:: Exercise objective ::
Reproduce exactly the line that includes "middle pip: (1606, 1118)" and all lines after it, ending with the last line of the data.

——

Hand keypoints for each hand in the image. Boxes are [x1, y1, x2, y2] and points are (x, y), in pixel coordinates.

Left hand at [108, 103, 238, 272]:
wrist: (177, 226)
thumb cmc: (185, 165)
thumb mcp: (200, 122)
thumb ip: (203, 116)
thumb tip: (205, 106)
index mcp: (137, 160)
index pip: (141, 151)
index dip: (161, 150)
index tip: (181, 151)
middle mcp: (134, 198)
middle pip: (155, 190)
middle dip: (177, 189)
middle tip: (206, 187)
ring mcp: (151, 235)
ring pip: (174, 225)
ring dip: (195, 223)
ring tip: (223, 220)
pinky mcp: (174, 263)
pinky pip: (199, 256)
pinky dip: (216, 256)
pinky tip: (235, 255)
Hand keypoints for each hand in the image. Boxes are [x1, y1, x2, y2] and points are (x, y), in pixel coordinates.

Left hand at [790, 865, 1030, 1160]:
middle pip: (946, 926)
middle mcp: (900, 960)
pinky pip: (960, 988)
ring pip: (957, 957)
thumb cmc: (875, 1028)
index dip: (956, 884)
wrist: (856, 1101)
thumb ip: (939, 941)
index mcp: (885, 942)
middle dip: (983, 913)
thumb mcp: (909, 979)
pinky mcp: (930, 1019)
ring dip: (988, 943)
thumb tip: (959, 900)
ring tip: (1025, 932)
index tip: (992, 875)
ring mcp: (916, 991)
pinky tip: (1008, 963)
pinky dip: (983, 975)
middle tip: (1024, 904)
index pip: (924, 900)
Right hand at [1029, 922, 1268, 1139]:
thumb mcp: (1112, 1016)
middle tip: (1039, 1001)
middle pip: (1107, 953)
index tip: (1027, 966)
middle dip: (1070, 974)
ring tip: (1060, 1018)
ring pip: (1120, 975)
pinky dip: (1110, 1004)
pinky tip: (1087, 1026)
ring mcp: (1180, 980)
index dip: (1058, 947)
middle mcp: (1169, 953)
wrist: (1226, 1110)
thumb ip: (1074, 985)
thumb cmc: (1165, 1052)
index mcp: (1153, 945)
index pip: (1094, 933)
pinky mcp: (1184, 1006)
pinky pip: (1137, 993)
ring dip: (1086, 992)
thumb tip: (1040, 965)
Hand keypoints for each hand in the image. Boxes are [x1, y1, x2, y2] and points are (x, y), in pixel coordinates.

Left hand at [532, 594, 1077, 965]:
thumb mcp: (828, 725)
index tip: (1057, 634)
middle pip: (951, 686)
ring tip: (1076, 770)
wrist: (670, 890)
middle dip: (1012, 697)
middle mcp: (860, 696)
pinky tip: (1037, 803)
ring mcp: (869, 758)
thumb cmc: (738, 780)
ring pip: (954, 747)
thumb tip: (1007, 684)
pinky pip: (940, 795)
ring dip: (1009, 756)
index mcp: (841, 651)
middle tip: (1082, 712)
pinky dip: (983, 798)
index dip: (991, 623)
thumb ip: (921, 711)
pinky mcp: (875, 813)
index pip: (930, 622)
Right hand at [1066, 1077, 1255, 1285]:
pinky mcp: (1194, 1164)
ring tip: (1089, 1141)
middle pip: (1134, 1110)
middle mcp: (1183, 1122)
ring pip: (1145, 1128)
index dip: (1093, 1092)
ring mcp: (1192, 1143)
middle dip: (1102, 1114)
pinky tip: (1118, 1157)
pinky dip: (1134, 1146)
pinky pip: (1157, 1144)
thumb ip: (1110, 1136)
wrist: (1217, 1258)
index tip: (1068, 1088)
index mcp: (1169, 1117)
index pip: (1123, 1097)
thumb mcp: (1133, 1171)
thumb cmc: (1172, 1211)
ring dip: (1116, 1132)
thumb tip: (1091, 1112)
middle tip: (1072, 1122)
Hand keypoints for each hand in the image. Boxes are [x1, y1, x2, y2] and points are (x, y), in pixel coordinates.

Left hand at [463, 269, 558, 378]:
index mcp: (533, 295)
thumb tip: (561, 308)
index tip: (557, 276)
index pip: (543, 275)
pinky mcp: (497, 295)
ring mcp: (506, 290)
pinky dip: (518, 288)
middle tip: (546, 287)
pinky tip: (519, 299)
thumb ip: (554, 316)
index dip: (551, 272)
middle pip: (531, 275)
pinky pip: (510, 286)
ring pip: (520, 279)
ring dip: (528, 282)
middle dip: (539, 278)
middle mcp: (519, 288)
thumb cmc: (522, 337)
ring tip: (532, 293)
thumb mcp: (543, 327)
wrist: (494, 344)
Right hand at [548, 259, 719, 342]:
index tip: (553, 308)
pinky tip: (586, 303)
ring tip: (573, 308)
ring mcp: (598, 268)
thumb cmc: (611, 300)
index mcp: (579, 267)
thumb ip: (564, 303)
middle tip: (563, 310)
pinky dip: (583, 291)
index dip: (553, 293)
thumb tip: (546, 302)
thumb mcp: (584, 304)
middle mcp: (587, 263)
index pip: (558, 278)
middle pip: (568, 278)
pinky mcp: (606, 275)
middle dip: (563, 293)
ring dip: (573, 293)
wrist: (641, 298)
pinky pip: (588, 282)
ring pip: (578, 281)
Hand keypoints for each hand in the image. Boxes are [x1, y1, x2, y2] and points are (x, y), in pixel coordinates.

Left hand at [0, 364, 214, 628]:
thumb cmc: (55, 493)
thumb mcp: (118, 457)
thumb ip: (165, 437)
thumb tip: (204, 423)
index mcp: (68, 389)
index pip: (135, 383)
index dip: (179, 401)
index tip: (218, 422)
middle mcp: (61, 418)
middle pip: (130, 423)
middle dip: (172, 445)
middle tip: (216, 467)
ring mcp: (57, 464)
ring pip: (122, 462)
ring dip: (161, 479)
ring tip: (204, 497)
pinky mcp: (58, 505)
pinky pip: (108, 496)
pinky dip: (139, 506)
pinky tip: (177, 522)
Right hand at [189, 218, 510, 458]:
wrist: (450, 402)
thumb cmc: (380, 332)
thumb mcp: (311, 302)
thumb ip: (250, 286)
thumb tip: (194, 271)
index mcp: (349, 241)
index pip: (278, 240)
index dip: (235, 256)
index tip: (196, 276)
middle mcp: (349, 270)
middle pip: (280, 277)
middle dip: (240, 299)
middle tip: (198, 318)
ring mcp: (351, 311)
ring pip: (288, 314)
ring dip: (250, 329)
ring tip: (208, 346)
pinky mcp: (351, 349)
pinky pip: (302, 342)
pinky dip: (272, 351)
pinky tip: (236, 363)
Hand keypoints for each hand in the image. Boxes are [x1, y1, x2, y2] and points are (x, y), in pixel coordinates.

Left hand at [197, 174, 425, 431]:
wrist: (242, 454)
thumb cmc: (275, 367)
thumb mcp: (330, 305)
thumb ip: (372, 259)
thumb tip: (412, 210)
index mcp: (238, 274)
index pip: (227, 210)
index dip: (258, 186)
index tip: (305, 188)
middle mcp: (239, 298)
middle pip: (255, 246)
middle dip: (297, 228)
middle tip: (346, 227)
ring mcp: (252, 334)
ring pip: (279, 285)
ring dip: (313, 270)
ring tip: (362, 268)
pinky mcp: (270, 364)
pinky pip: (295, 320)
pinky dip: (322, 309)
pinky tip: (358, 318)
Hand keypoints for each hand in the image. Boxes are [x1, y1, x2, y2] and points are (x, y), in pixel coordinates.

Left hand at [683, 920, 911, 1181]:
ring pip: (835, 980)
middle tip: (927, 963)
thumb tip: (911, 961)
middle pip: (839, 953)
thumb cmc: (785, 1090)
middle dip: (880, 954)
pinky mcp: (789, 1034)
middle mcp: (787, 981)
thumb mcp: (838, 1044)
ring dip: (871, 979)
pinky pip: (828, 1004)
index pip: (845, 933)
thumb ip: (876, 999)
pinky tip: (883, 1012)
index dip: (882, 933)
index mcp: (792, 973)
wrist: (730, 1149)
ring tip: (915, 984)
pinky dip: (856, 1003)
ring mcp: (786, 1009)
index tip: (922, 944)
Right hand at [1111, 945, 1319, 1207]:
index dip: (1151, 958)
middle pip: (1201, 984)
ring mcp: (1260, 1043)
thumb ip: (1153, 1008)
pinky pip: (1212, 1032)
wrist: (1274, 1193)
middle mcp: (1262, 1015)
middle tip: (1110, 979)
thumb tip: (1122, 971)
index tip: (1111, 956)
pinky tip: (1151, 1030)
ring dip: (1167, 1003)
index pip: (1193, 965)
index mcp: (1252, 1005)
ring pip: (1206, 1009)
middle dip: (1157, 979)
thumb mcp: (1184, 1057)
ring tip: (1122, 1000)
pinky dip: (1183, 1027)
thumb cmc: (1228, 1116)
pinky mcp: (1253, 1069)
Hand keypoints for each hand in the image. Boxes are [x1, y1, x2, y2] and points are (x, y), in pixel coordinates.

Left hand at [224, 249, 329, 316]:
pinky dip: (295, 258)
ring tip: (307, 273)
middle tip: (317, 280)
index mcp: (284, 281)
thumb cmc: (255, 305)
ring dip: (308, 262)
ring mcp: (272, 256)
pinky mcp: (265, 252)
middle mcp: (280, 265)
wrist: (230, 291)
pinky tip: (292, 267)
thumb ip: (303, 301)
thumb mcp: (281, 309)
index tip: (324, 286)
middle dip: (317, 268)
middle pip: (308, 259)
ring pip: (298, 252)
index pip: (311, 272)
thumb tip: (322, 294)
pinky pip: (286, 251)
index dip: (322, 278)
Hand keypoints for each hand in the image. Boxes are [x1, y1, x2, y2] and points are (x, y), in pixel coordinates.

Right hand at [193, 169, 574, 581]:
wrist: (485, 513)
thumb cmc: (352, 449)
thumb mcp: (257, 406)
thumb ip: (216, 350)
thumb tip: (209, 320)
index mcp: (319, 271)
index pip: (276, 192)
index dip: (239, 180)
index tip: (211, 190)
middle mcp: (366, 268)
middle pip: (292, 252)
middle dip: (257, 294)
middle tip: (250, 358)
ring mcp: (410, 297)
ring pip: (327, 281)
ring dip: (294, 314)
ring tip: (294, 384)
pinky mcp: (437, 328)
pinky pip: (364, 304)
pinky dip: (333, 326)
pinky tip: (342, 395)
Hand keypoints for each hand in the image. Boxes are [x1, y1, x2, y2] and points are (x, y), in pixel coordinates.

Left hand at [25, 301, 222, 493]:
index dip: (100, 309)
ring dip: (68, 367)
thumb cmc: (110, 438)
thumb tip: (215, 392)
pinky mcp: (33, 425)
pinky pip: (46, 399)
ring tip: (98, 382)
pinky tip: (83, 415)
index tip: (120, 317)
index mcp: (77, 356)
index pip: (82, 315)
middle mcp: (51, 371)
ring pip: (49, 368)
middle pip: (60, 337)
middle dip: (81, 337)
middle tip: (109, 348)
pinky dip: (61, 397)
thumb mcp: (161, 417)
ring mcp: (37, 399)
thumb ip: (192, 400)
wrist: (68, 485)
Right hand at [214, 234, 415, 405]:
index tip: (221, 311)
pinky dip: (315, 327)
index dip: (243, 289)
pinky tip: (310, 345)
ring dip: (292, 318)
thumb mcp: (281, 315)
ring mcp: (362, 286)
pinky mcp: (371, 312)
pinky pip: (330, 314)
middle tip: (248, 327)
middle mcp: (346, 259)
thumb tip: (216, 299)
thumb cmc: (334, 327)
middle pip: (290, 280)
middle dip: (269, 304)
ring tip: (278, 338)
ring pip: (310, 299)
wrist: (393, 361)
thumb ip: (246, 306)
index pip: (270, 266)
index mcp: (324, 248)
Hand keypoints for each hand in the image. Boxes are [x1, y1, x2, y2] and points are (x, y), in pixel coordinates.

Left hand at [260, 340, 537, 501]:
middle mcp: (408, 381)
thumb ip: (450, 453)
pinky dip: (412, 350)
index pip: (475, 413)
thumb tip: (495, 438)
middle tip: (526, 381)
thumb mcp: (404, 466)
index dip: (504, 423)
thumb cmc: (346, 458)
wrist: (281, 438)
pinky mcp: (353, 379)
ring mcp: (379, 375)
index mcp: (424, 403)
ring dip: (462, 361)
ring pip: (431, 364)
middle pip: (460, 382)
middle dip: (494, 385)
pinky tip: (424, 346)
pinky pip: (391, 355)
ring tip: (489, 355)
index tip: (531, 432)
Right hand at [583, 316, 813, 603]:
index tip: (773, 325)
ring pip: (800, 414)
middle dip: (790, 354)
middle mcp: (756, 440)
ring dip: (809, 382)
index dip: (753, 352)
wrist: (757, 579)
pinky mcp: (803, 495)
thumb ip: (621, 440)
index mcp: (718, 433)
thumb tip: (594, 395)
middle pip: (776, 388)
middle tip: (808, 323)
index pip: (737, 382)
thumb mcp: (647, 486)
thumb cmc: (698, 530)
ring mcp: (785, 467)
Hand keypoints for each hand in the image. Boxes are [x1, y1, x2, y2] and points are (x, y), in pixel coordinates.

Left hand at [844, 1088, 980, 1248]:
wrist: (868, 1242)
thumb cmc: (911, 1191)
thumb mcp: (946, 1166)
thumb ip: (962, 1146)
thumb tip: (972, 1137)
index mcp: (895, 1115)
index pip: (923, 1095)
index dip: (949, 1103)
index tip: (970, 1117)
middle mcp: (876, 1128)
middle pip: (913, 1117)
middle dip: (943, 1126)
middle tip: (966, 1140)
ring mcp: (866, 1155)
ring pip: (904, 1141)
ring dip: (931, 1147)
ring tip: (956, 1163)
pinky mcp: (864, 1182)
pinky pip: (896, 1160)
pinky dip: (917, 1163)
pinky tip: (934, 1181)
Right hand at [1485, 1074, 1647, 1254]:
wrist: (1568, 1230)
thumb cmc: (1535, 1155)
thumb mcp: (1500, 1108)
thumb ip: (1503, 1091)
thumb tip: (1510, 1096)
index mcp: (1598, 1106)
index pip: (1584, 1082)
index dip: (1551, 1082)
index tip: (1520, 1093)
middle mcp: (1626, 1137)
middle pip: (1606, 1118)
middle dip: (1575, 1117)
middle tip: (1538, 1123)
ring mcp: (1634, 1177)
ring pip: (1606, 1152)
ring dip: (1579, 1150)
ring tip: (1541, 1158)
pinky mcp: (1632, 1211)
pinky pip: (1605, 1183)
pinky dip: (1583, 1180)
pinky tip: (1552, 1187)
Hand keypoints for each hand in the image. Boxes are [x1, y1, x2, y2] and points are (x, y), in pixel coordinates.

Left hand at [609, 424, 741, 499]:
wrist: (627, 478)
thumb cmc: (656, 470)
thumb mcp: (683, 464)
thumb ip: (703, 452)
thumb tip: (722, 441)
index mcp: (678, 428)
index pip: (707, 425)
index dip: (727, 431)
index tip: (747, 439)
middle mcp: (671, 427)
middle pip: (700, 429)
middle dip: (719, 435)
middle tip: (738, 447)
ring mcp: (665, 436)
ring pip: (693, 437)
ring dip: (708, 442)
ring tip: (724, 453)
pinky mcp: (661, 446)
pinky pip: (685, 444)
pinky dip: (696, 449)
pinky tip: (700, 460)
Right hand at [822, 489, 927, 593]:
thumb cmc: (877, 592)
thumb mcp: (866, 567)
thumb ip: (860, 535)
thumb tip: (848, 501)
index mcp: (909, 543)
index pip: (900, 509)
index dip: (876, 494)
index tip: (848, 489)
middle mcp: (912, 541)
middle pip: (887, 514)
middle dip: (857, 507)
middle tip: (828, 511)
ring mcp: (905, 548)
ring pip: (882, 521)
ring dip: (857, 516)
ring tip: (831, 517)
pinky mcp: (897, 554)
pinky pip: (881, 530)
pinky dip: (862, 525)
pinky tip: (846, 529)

——

:: Solution ::
middle pip: (1606, 1118)
middle dip: (1575, 1117)
middle tip: (1538, 1123)
ring mcp: (1634, 1177)
ring pip: (1606, 1152)
ring dip: (1579, 1150)
ring tip: (1541, 1158)
pinky mcp: (1632, 1211)
pinky pip: (1605, 1183)
pinky dip: (1583, 1180)
pinky tip: (1552, 1187)
Hand keypoints for each hand in the image. Boxes are [x1, y1, x2, y2] and points are (x, y), in pixel coordinates.

Left hand at [609, 424, 741, 499]:
wrist: (627, 478)
thumb cmc: (656, 470)
thumb mcp: (683, 464)
thumb ip: (703, 452)
thumb tip: (722, 441)
index mcp: (678, 428)
index pip: (707, 425)
index dip: (727, 431)
index tip: (747, 439)
middle mcp: (671, 427)
middle pip: (700, 429)
middle dip: (719, 435)
middle tip: (738, 447)
ring mcp: (665, 436)
ring pip: (693, 437)
ring dip: (708, 442)
ring tip: (724, 453)
pinky mcp: (661, 446)
pinky pip: (685, 444)
pinky dip: (696, 449)
pinky tip: (700, 460)
Right hand at [822, 489, 927, 593]:
thumb cmc: (877, 592)
thumb mcp: (866, 567)
thumb ip: (860, 535)
thumb tip: (848, 501)
index mcp: (909, 543)
index pip: (900, 509)
index dip: (876, 494)
index tip: (848, 489)
middle mcp: (912, 541)
middle pip: (887, 514)
middle dip: (857, 507)
middle tip: (828, 511)
ring mcp: (905, 548)
ring pip: (882, 521)
ring dip: (857, 516)
ring tip: (831, 517)
pinky mcp: (897, 554)
pinky pip: (881, 530)
pinky dip: (862, 525)
pinky tip: (846, 529)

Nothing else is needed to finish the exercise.